The U.S. government will push Egypt “very hard” to make democratic reforms in response to demonstrations by thousands of people challenging President Hosni Mubarak’s rule, White House adviser David Axelrod said.
“The answer is not tanks in the street,” Axelrod said in an interview on Bloomberg Television’s “Political Capital with Al Hunt,” airing this weekend. “The answer is reform.”
In a televised statement from the White House yesterday, President Barack Obama said he called Mubarak just after the Egyptian leader gave a late-night address to his nation. Obama said he told Mubarak that he had a “responsibility to give meaning” to his promises of social, political and economic reforms and needed to take “concrete steps” toward achieving them.
“The United States will continue to stand up for the rights of the Egyptian people,” Obama said.
Mubarak, in his televised address in Cairo, said he had asked the country’s government to resign. The new government will fight poverty, speed economic and social changes, and promote civil liberties and democracy, he said.
Axelrod drew a connection between the protests in Egypt and those in Tunisia that brought down the government of President Zine El Abidine Ben Ali earlier this month.
“I don’t think you can put the genie back in the bottle,” he said.
Debt Ceiling Debate
On domestic politics, Axelrod said congressional debate about raising the U.S. $14.3 trillion debt ceiling, which is likely to be reached within months, should be separated from the debate over where to cut federal spending.

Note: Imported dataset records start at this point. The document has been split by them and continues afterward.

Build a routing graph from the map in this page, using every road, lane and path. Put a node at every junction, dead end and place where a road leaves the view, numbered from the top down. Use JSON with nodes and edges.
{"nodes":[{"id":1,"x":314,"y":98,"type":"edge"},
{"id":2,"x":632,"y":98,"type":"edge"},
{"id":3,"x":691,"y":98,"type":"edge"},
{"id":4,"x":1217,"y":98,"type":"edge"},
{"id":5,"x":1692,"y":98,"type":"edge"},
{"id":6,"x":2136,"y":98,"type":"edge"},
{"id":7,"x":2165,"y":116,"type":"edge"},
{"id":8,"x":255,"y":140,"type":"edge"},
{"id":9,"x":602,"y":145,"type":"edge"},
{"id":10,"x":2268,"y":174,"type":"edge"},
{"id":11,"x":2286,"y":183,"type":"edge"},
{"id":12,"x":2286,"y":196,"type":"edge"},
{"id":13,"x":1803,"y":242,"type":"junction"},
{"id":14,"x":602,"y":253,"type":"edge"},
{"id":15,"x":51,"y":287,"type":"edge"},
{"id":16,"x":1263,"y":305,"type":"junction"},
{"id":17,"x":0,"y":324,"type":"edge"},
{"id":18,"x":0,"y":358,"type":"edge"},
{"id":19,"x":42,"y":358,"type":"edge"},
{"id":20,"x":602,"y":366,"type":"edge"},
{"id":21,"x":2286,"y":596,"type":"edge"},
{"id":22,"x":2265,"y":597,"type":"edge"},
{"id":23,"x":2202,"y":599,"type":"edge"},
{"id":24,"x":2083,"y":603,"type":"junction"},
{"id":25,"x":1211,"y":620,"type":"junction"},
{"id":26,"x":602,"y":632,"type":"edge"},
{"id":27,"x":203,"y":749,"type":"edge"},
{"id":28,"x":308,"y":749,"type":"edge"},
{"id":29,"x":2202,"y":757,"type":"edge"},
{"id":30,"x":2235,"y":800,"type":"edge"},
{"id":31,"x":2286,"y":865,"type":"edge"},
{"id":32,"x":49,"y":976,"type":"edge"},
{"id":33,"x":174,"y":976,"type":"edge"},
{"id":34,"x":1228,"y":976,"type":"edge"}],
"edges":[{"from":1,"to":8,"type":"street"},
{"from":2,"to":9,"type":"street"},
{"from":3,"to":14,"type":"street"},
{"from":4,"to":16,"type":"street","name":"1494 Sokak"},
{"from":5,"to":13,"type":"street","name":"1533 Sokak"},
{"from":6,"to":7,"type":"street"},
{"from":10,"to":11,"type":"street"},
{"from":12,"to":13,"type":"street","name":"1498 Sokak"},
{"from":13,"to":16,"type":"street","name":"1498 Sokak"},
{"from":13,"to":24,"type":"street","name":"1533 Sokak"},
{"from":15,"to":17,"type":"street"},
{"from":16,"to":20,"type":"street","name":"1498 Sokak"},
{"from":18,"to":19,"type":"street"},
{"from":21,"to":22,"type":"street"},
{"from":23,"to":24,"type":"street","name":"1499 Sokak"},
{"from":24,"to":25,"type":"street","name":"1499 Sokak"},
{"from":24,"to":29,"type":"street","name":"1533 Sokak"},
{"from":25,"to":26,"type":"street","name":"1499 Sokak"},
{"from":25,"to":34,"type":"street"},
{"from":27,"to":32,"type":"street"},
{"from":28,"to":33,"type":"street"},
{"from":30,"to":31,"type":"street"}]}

“I expect people to act responsibly and understand that we’re not going to play politics with the full faith and credit of the United States of America,” he said.
Following midterm elections last year that narrowed the Democratic majority in the Senate and gave Republicans control of the House of Representatives, Axelrod said Americans are looking for both parties to cooperate.
He said Obama will announce a budget proposal next month that will include “painful” cuts. It will start a discussion with Republicans on how to tackle government spending and the budget deficit, which is forecast to grow to $1.5 trillion this year, he said.
Republicans will need to introduce some specific proposals, Axelrod said.
“The American people are looking for us to cooperate,” he said. “They understand we’ve got big challenges, and we’re only going to solve them by working together.”
Republicans have insisted that budget cuts be made before voting on any increase in the debt ceiling.
‘Sense of Comfort’
Axelrod said the president’s new chief of staff, William Daley, is fitting in well with the White House team.
“There is a sense of comfort with him already,” Axelrod said of Daley, who most recently was an executive at JPMorgan Chase & Co. and served President Bill Clinton as Commerce secretary. “He’s providing good, strong direction, but he’s doing it in a very collegial way.”
And he said there is a “good” chance that Obama will play golf with House Speaker John Boehner, an Ohio Republican, to encourage trust and cooperation between the two parties.
“He’s willing to do that, even to the point that he’d play golf with a guy who has a much lower handicap than he does,” Axelrod said.